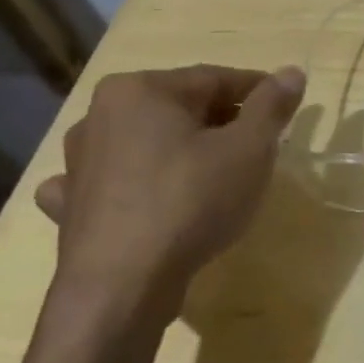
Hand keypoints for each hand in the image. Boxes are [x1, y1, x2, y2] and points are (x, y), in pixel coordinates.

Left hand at [33, 64, 305, 325]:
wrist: (120, 290)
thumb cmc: (191, 201)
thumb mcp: (250, 149)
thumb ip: (272, 105)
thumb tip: (292, 72)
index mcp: (141, 90)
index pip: (216, 79)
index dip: (257, 92)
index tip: (286, 109)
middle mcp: (100, 116)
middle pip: (180, 109)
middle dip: (221, 122)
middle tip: (259, 146)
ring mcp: (78, 164)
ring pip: (146, 143)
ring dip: (178, 150)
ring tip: (213, 172)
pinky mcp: (71, 208)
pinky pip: (110, 183)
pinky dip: (133, 183)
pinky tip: (143, 196)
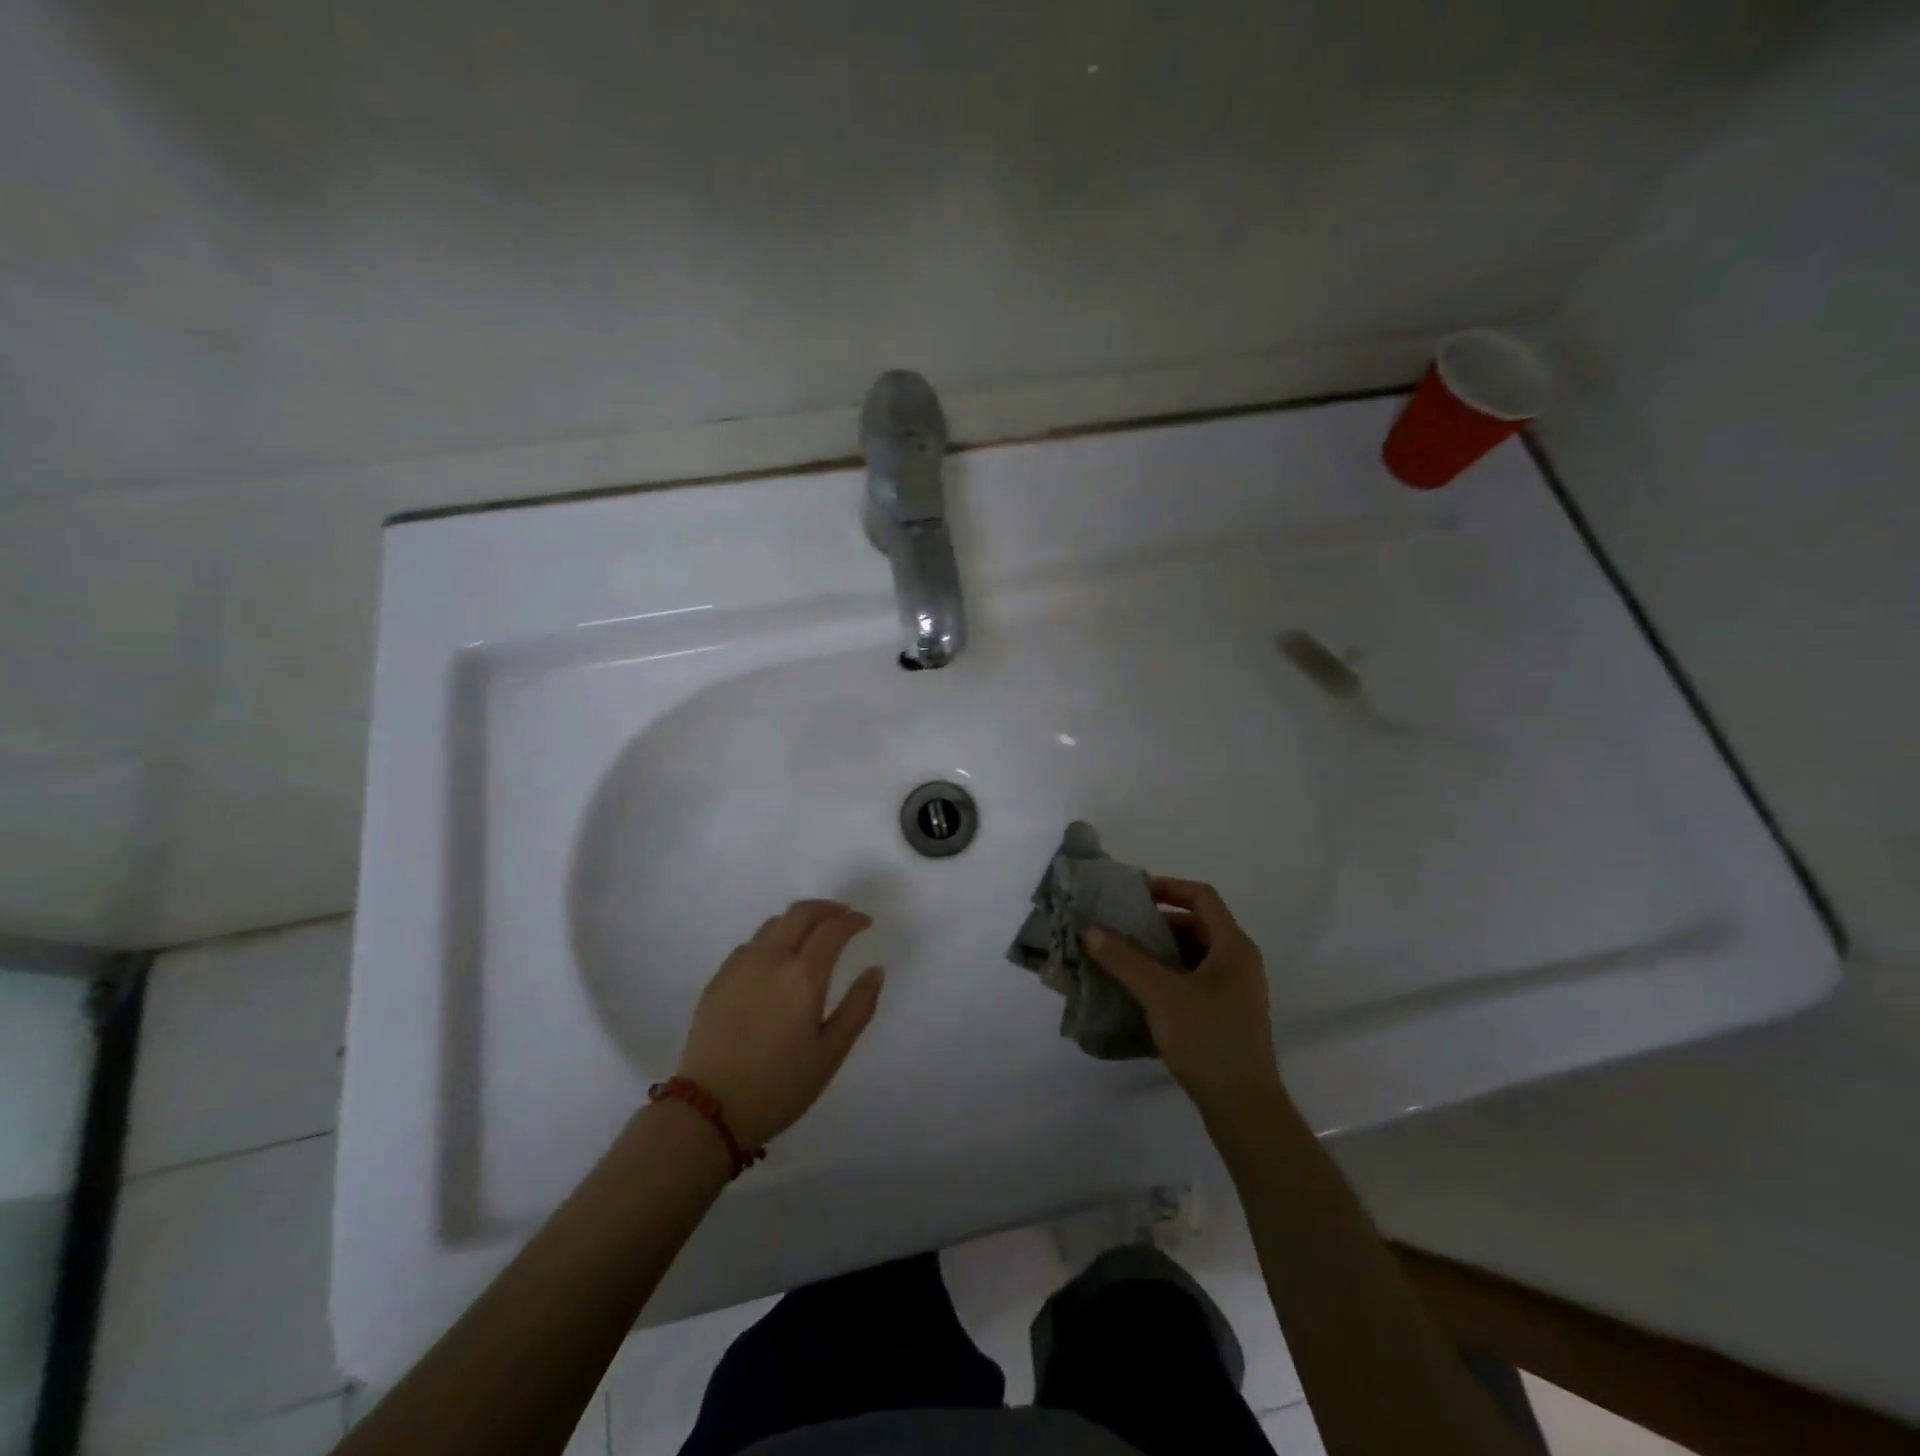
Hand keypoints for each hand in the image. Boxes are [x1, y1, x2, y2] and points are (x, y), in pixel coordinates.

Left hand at [673, 900, 884, 1148]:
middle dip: (826, 908)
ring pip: (773, 924)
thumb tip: (875, 970)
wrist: (709, 1110)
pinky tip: (775, 960)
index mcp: (803, 975)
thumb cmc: (780, 1086)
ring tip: (812, 934)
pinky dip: (772, 939)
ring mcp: (739, 966)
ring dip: (798, 920)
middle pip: (800, 913)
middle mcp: (771, 958)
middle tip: (843, 916)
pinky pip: (750, 944)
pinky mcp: (717, 979)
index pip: (833, 929)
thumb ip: (859, 1006)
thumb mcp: (831, 1052)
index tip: (865, 923)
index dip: (853, 920)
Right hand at [1086, 877, 1281, 1111]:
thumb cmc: (1207, 1038)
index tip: (1134, 893)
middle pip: (1197, 924)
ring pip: (1194, 954)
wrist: (1243, 1107)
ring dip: (1160, 950)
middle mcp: (1239, 961)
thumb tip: (1090, 929)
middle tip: (1121, 927)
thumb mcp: (1160, 994)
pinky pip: (1195, 979)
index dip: (1168, 887)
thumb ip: (1124, 959)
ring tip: (1123, 957)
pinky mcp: (1227, 1014)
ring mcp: (1236, 990)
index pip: (1202, 897)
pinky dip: (1168, 975)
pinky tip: (1140, 990)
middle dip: (1158, 923)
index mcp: (1234, 946)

= = = =

◆ **Your assignment**: The answer should contain only the lines from the beginning of the material above through the line with "index dip: (257, 92)", retyped exactly, with the pictures removed.

◆ **Finished exercise**:
Hand keypoints for each hand in the image. Boxes are [x1, y1, x2, y2] and points are (x, y), in pixel coordinates.

Left hand at [33, 64, 305, 325]:
wrist: (120, 290)
thumb cmc: (191, 201)
thumb mcp: (250, 149)
thumb ip: (272, 105)
thumb tip: (292, 72)
index mcp: (141, 90)
index pip: (216, 79)
index dip: (257, 92)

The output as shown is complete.